**PROBLEM:**
How many lines of the listing below contain the word "Tombul"? Reply with that number alone.

Segment Start: PROVIDED RECORDS

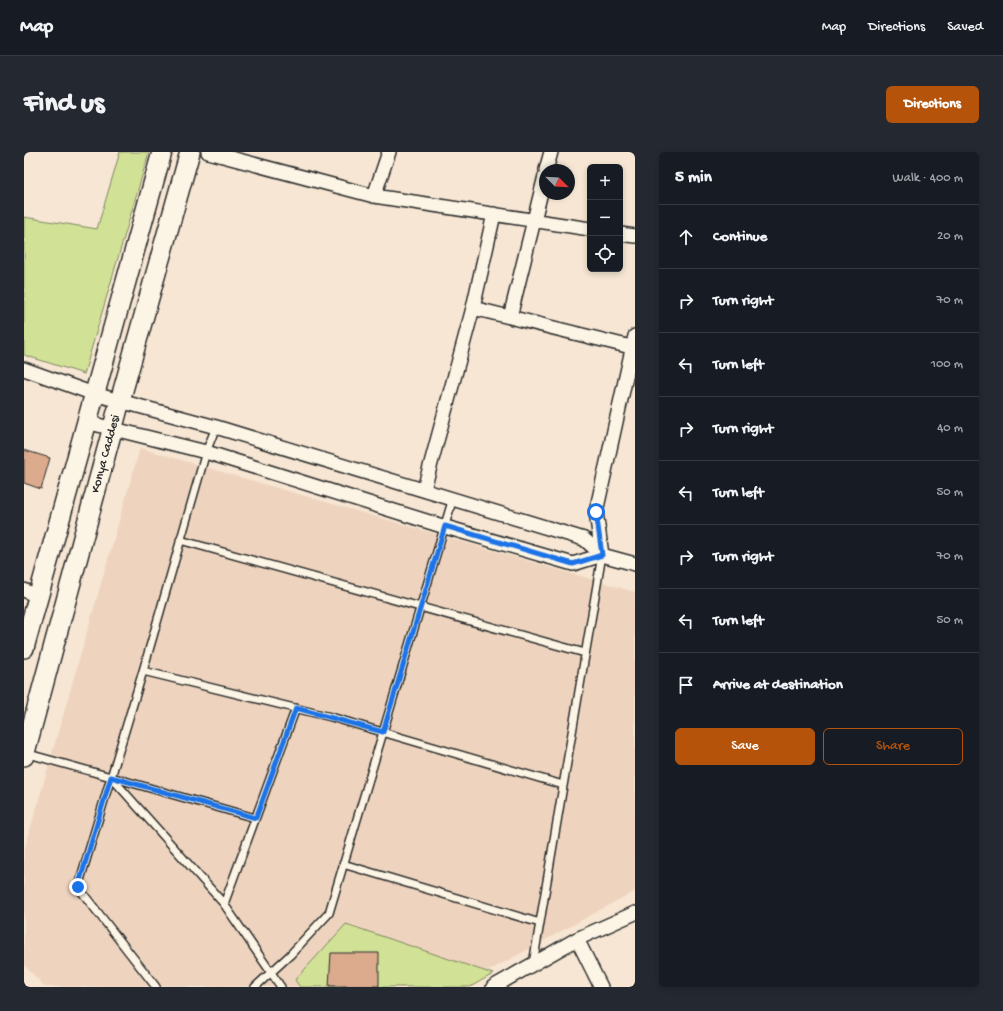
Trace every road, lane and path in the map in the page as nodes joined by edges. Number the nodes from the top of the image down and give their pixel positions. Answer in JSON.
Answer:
{"nodes":[{"id":1,"x":162,"y":152,"type":"edge"},
{"id":2,"x":190,"y":152,"type":"edge"},
{"id":3,"x":208,"y":152,"type":"edge"},
{"id":4,"x":390,"y":152,"type":"edge"},
{"id":5,"x":551,"y":152,"type":"edge"},
{"id":6,"x":548,"y":164,"type":"edge"},
{"id":7,"x":374,"y":196,"type":"junction"},
{"id":8,"x":539,"y":200,"type":"edge"},
{"id":9,"x":494,"y":214,"type":"junction"},
{"id":10,"x":534,"y":220,"type":"junction"},
{"id":11,"x":587,"y":229,"type":"edge"},
{"id":12,"x":623,"y":234,"type":"edge"},
{"id":13,"x":635,"y":236,"type":"edge"},
{"id":14,"x":473,"y":308,"type":"junction"},
{"id":15,"x":510,"y":318,"type":"junction"},
{"id":16,"x":634,"y":344,"type":"edge"},
{"id":17,"x":24,"y":369,"type":"edge"},
{"id":18,"x":94,"y":394,"type":"junction"},
{"id":19,"x":120,"y":401,"type":"junction"},
{"id":20,"x":86,"y":422,"type":"junction"},
{"id":21,"x":216,"y":427,"type":"junction"},
{"id":22,"x":112,"y":429,"type":"junction"},
{"id":23,"x":206,"y":452,"type":"junction"},
{"id":24,"x":424,"y":489,"type":"junction"},
{"id":25,"x":453,"y":498,"type":"junction"},
{"id":26,"x":445,"y":526,"type":"junction"},
{"id":27,"x":180,"y":540,"type":"junction"},
{"id":28,"x":602,"y":555,"type":"junction"},
{"id":29,"x":635,"y":564,"type":"edge"},
{"id":30,"x":31,"y":593,"type":"edge"},
{"id":31,"x":421,"y":607,"type":"junction"},
{"id":32,"x":24,"y":648,"type":"edge"},
{"id":33,"x":585,"y":653,"type":"junction"},
{"id":34,"x":143,"y":671,"type":"junction"},
{"id":35,"x":296,"y":708,"type":"junction"},
{"id":36,"x":383,"y":732,"type":"junction"},
{"id":37,"x":24,"y":754,"type":"edge"},
{"id":38,"x":111,"y":777,"type":"junction"},
{"id":39,"x":563,"y":784,"type":"junction"},
{"id":40,"x":256,"y":818,"type":"junction"},
{"id":41,"x":343,"y":864,"type":"junction"},
{"id":42,"x":224,"y":904,"type":"junction"},
{"id":43,"x":635,"y":913,"type":"edge"},
{"id":44,"x":540,"y":923,"type":"junction"},
{"id":45,"x":577,"y":939,"type":"junction"},
{"id":46,"x":533,"y":964,"type":"junction"},
{"id":47,"x":272,"y":973,"type":"junction"},
{"id":48,"x":156,"y":987,"type":"edge"},
{"id":49,"x":254,"y":987,"type":"edge"},
{"id":50,"x":281,"y":987,"type":"edge"},
{"id":51,"x":493,"y":987,"type":"edge"},
{"id":52,"x":601,"y":987,"type":"edge"}],
"edges":[{"from":1,"to":18,"type":"main road"},
{"from":2,"to":19,"type":"main road","name":"Konya Caddesi"},
{"from":3,"to":7,"type":"street"},
{"from":4,"to":7,"type":"street"},
{"from":5,"to":6,"type":"street"},
{"from":7,"to":9,"type":"street"},
{"from":8,"to":10,"type":"street"},
{"from":9,"to":10,"type":"street"},
{"from":9,"to":14,"type":"street"},
{"from":10,"to":11,"type":"street"},
{"from":10,"to":15,"type":"street"},
{"from":12,"to":13,"type":"street"},
{"from":14,"to":15,"type":"street"},
{"from":14,"to":24,"type":"street"},
{"from":15,"to":16,"type":"street"},
{"from":16,"to":28,"type":"street"},
{"from":17,"to":18,"type":"street"},
{"from":18,"to":19,"type":"street"},
{"from":18,"to":20,"type":"main road"},
{"from":19,"to":21,"type":"street"},
{"from":19,"to":22,"type":"main road","name":"Konya Caddesi"},
{"from":20,"to":22,"type":"street"},
{"from":20,"to":30,"type":"main road"},
{"from":21,"to":23,"type":"lane"},
{"from":21,"to":24,"type":"street"},
{"from":22,"to":23,"type":"street"},
{"from":22,"to":37,"type":"main road","name":"Konya Caddesi"},
{"from":23,"to":26,"type":"street"},
{"from":23,"to":27,"type":"lane"},
{"from":24,"to":25,"type":"street"},
{"from":25,"to":26,"type":"lane"},
{"from":25,"to":28,"type":"street"},
{"from":26,"to":28,"type":"street"},
{"from":26,"to":31,"type":"lane"},
{"from":27,"to":31,"type":"lane"},
{"from":27,"to":34,"type":"lane"},
{"from":28,"to":29,"type":"street"},
{"from":28,"to":33,"type":"lane"},
{"from":30,"to":32,"type":"main road"},
{"from":31,"to":33,"type":"lane"},
{"from":31,"to":36,"type":"lane"},
{"from":33,"to":39,"type":"lane"},
{"from":34,"to":35,"type":"lane"},
{"from":34,"to":38,"type":"lane"},
{"from":35,"to":36,"type":"lane"},
{"from":35,"to":40,"type":"lane"},
{"from":36,"to":39,"type":"lane"},
{"from":36,"to":41,"type":"lane"},
{"from":37,"to":38,"type":"lane"},
{"from":38,"to":40,"type":"lane"},
{"from":38,"to":42,"type":"lane"},
{"from":38,"to":48,"type":"lane"},
{"from":39,"to":44,"type":"lane"},
{"from":40,"to":42,"type":"lane"},
{"from":41,"to":44,"type":"lane"},
{"from":41,"to":47,"type":"lane"},
{"from":42,"to":47,"type":"lane"},
{"from":43,"to":45,"type":"street"},
{"from":44,"to":46,"type":"lane"},
{"from":45,"to":46,"type":"street"},
{"from":45,"to":52,"type":"street"},
{"from":46,"to":51,"type":"street"},
{"from":47,"to":49,"type":"lane"},
{"from":47,"to":50,"type":"lane"}]}
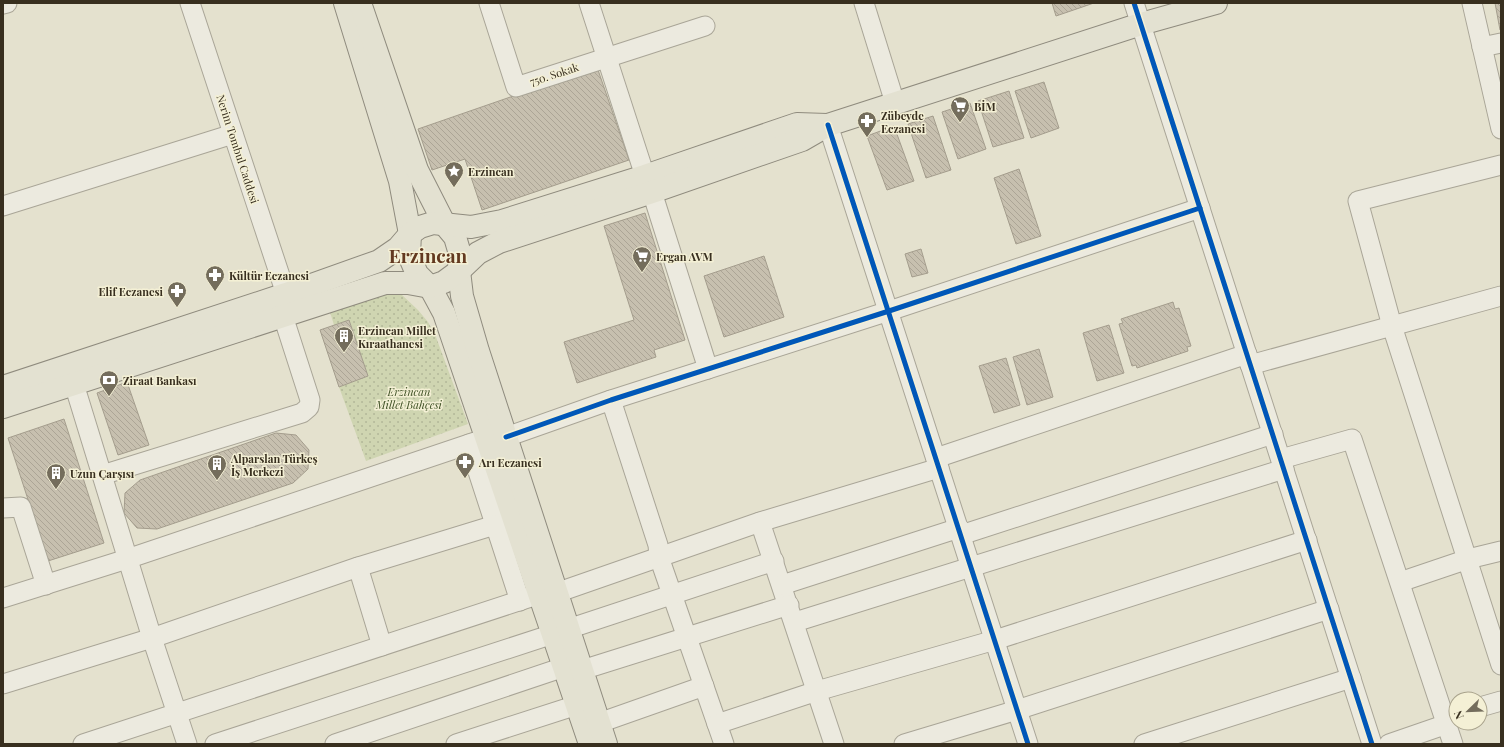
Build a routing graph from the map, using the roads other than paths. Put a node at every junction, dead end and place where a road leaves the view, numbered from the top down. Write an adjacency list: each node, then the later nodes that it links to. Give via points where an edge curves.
1 (7, 3): 11 (street)
2 (190, 3): 20 (street, Nerim Tombul Caddesi)
3 (345, 3): 27 (main road, via 400,181)
4 (360, 3): 26 (main road, via 416,170)
5 (489, 3): 16 (street, 750. Sokak, via 516,86)
6 (589, 3): 16 (street)
7 (864, 3): 17 (street)
8 (1134, 3): 12 (street)
9 (1216, 3): 12 (main road)
10 (1472, 3): 15 (street)
11 (3, 4)
12 (1141, 24): 17 (main road); 25 (street)
13 (705, 26): 16 (street)
14 (1501, 43): 15 (street)
15 (1482, 47): 19 (street)
16 (607, 57): 22 (street)
17 (895, 103): 18 (main road)
18 (828, 125): 22 (main road, via 802,140); 32 (street)
19 (1501, 126)
20 (231, 128): 23 (street); 24 (street); 30 (street, Nerim Tombul Caddesi)
21 (1501, 165): 34 (street, via 1358,201)
22 (649, 184): 26 (main road, via 502,221 471,227); 28 (main road, via 499,242 478,253); 36 (street)
23 (3, 194)
24 (3, 206)
25 (1200, 208): 32 (street); 35 (street)
26 (445, 225): 27 (main road, via 433,223 420,227); 28 (main road, via 455,237 460,254)
27 (410, 234): 29 (main road, via 409,255 417,274); 30 (main road, via 398,248 379,261)
28 (459, 271): 29 (main road, via 444,282); 42 (main road, via 462,296 478,351)
29 (430, 287): 33 (main road, via 385,283); 42 (main road, via 444,313)
30 (286, 294): 38 (main road)
31 (1501, 296): 34 (street)
32 (889, 311): 36 (street); 43 (street)
33 (283, 316): 37 (main road); 45 (street, via 310,400 309,407 302,413)
34 (1392, 326): 35 (street); 54 (street)
35 (1248, 359): 41 (street); 43 (street)
36 (708, 369): 39 (street)
37 (74, 384): 40 (main road); 45 (street)
38 (3, 388)
39 (611, 400): 42 (street); 52 (street, via 658,545)
40 (3, 407)
41 (1273, 434): 44 (street); 49 (street)
42 (487, 440): 48 (street); 53 (street); 61 (main road)
43 (938, 463): 47 (street); 49 (street)
44 (1282, 464): 50 (street); 57 (street); 58 (street, via 1352,439)
45 (102, 475): 53 (street)
46 (3, 508): 59 (street, via 22,507)
47 (760, 522): 52 (street); 55 (street)
48 (495, 525): 56 (street); 64 (street)
49 (960, 531): 57 (street); 60 (street)
50 (1307, 540): 65 (street); 70 (street)
51 (1501, 551): 54 (street)
52 (659, 557): 61 (street); 62 (street)
53 (127, 559): 59 (street); 69 (street)
54 (1468, 559): 58 (street); 72 (street)
55 (774, 561): 60 (street); 62 (street)
56 (358, 567): 69 (street); 71 (street)
57 (971, 567): 66 (street); 70 (street)
58 (1400, 582): 83 (street)
59 (46, 585): 63 (street)
60 (782, 585): 66 (street)
61 (548, 594): 64 (street); 67 (main road)
62 (672, 595): 67 (street); 68 (street)
63 (3, 598)
64 (520, 601): 71 (street)
65 (1329, 609): 74 (street); 81 (street)
66 (792, 614): 68 (street); 77 (street)
67 (561, 631): 73 (main road); 90 (street)
68 (687, 637): 73 (street); 76 (street)
69 (152, 638): 75 (street); 82 (street)
70 (995, 640): 77 (street); 81 (street)
71 (382, 646): 82 (street)
72 (1499, 654)
73 (573, 669): 79 (main road); 85 (main road); 91 (street)
74 (1351, 678): 99 (street); 100 (street)
75 (3, 684)
76 (704, 686): 85 (street); 86 (street)
77 (817, 691): 86 (street); 96 (street)
78 (1501, 701): 80 (street)
79 (577, 705): 92 (street); 93 (main road)
80 (1488, 705)
81 (1017, 710): 97 (street); 98 (street)
82 (177, 714): 88 (street); 89 (street)
83 (1448, 716)
84 (1448, 719): 101 (street)
85 (599, 723): 94 (main road)
86 (717, 724): 95 (street)
87 (1451, 731): 102 (street)
88 (83, 744)
89 (187, 744)
90 (215, 744)
91 (335, 744)
92 (456, 744)
93 (590, 744)
94 (606, 744)
95 (724, 744)
96 (834, 744)
97 (904, 744)
98 (1028, 744)
99 (1144, 744)
100 (1372, 744)
101 (1389, 744)
102 (1453, 744)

Segment End: PROVIDED RECORDS

**TASK RESULT:**
2